DATA UNDER STUDY
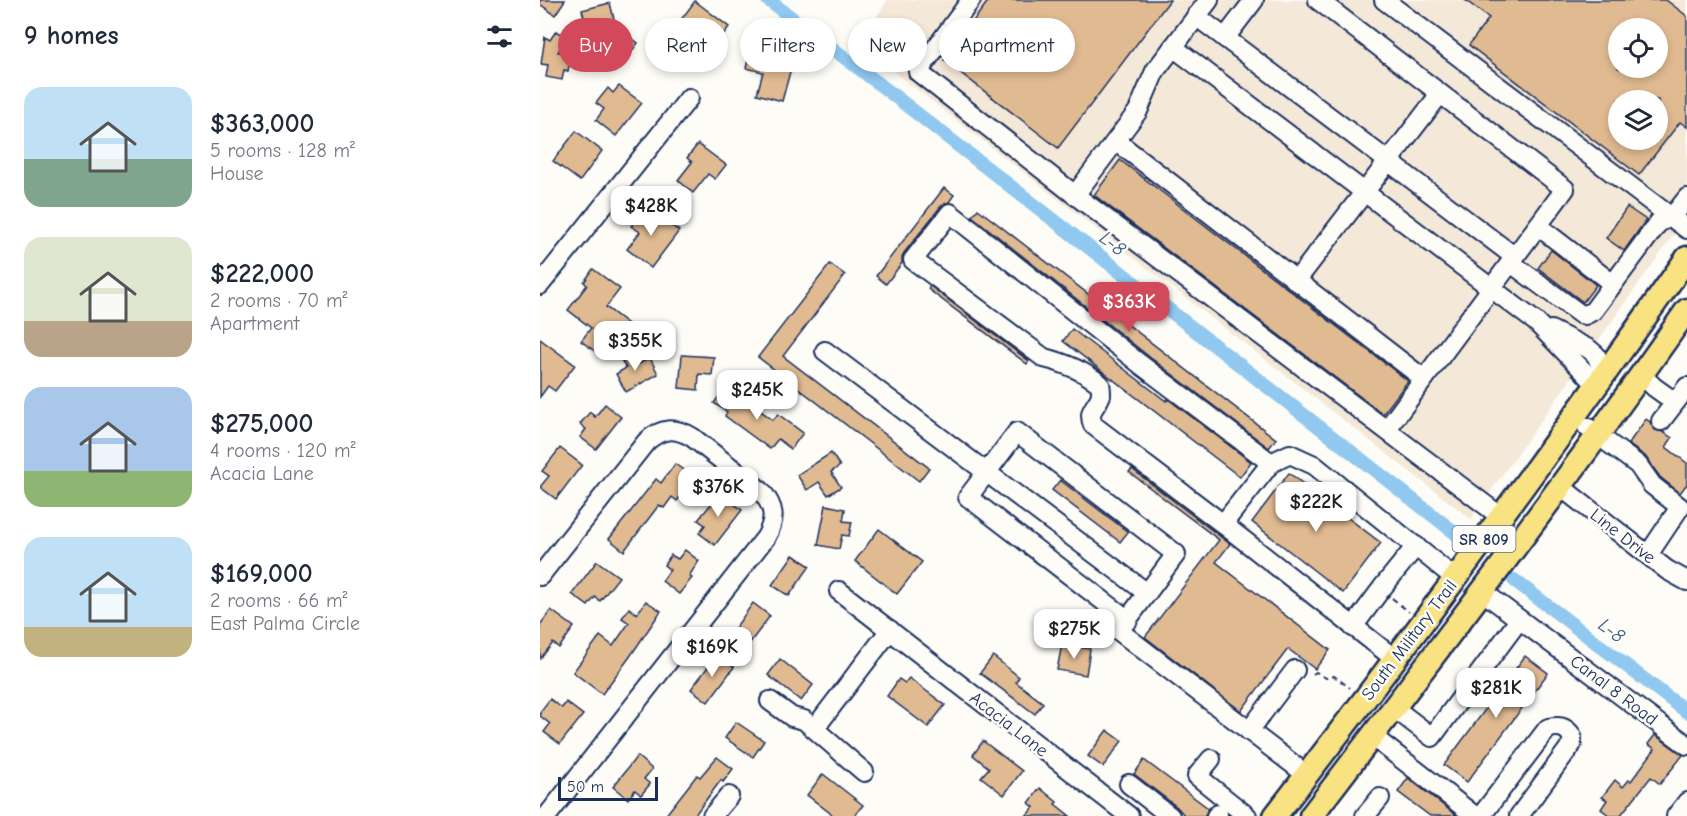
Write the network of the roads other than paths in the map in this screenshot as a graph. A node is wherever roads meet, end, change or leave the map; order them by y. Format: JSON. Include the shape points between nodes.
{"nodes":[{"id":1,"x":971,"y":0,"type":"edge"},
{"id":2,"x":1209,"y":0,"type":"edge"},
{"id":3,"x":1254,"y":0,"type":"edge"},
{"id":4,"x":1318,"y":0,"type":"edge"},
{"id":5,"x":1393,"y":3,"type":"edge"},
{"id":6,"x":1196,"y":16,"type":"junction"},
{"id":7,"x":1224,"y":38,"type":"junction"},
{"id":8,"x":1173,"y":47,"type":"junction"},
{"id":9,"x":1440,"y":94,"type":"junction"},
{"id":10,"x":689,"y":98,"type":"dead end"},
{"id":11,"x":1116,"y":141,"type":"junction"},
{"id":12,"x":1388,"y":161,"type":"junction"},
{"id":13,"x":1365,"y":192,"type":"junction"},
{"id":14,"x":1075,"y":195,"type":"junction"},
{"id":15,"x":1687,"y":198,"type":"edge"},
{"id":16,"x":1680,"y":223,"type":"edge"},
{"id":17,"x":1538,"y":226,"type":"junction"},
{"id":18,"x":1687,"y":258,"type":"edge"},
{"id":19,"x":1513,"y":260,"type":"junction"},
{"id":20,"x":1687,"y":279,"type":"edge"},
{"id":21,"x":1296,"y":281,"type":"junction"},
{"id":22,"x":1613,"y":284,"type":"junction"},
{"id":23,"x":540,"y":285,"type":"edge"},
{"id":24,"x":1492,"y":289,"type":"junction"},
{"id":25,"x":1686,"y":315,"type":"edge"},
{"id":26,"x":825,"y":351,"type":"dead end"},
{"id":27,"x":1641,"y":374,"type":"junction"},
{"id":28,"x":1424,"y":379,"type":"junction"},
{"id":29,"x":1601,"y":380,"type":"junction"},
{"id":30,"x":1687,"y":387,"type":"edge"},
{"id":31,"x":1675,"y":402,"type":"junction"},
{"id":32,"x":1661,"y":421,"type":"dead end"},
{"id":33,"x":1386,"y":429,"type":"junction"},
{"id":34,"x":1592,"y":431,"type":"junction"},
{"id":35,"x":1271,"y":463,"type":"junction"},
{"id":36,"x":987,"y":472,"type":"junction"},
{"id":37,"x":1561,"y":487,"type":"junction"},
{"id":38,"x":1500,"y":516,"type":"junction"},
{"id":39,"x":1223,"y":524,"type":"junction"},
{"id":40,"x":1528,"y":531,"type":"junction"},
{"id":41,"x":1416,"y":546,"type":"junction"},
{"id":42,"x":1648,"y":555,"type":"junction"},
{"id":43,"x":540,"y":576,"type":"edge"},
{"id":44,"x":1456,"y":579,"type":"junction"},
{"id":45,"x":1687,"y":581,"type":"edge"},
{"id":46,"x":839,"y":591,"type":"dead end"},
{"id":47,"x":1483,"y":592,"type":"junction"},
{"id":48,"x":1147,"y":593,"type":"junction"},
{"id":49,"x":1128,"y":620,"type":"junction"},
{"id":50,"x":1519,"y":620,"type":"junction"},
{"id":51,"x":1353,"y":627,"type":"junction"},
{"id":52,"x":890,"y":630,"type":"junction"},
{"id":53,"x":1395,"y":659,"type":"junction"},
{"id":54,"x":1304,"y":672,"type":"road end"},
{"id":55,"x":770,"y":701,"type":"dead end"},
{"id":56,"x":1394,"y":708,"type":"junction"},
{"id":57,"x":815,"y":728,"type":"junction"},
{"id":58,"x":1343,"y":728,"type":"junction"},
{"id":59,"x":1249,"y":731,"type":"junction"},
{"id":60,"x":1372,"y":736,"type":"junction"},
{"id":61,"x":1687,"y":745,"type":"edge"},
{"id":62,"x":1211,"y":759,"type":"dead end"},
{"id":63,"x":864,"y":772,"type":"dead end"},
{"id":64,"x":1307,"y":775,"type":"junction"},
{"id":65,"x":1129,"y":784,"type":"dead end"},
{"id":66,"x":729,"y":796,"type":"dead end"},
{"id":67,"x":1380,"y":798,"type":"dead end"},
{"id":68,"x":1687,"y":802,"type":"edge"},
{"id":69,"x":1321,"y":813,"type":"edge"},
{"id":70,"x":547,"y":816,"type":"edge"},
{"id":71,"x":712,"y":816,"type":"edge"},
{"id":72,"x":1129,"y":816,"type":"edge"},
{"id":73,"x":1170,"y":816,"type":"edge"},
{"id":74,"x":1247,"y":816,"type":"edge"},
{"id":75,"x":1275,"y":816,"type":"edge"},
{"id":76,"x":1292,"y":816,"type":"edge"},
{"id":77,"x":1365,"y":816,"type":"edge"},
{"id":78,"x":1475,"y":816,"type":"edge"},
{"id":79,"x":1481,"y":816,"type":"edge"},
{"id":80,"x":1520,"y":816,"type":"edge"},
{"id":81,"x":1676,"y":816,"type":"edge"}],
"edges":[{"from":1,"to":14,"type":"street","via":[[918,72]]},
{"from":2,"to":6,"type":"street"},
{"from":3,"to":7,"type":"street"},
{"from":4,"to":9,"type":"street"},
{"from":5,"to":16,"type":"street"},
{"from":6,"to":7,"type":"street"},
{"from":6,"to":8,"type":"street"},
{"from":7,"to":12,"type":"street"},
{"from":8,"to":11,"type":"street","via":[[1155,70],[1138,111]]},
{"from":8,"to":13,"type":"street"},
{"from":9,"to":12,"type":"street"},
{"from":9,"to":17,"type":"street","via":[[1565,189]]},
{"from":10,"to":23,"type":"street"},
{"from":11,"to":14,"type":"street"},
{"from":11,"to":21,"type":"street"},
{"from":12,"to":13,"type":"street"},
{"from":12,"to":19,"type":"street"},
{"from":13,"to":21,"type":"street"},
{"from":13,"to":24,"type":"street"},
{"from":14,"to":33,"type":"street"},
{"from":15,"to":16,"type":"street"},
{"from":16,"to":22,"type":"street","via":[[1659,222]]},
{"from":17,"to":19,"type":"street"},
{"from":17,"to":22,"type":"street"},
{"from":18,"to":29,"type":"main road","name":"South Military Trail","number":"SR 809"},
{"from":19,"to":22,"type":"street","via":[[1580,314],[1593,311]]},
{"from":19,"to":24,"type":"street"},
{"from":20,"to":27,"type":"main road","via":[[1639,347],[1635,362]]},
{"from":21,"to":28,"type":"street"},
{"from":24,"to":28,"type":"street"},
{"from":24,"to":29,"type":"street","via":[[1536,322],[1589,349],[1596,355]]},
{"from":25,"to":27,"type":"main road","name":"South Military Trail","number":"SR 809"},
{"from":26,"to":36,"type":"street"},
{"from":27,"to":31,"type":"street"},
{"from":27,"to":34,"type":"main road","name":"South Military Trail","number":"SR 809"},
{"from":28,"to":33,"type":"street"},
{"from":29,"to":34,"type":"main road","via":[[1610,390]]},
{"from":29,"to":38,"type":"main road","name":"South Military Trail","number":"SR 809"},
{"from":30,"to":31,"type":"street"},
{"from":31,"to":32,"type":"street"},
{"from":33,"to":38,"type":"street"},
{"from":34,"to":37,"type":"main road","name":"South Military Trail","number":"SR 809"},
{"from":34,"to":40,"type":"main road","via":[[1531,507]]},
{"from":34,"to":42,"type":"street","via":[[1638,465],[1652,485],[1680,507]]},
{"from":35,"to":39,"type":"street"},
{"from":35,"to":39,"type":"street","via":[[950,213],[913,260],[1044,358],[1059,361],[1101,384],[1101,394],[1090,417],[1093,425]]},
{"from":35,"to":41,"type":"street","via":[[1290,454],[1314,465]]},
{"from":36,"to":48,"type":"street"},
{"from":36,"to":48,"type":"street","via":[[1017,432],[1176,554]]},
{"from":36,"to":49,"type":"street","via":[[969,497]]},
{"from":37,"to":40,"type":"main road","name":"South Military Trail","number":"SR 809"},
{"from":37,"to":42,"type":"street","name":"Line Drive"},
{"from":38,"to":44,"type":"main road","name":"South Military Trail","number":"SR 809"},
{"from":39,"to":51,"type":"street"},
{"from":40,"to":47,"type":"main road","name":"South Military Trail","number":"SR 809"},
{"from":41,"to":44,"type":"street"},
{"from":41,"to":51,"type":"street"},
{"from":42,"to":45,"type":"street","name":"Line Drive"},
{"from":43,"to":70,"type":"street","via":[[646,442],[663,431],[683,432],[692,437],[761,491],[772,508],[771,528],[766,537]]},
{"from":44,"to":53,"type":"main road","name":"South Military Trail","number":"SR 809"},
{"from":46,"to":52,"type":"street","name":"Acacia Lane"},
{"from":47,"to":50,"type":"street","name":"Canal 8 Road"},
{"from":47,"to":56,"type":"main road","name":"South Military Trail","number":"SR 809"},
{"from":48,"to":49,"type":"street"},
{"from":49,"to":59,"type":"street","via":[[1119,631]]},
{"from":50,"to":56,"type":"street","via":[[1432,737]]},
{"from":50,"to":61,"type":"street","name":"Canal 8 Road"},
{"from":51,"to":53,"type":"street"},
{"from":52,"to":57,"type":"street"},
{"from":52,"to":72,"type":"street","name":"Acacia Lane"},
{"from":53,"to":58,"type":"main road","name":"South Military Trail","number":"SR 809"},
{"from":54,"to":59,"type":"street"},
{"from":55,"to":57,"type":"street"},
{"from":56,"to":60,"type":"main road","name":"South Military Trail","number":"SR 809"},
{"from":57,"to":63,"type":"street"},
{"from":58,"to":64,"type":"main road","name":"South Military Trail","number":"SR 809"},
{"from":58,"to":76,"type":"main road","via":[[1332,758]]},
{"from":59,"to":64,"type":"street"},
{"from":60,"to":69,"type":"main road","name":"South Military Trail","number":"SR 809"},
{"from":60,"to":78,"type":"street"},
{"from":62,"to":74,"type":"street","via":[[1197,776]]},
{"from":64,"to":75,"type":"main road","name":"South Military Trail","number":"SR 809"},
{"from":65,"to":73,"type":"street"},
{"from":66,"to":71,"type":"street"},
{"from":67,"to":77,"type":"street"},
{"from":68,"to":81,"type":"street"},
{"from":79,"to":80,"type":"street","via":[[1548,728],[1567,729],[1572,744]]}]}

WHAT YOU HAVE TO DO
When a line in the data holds the word "Acacia", show that line.

RESPONSE
{"from":46,"to":52,"type":"street","name":"Acacia Lane"},
{"from":52,"to":72,"type":"street","name":"Acacia Lane"},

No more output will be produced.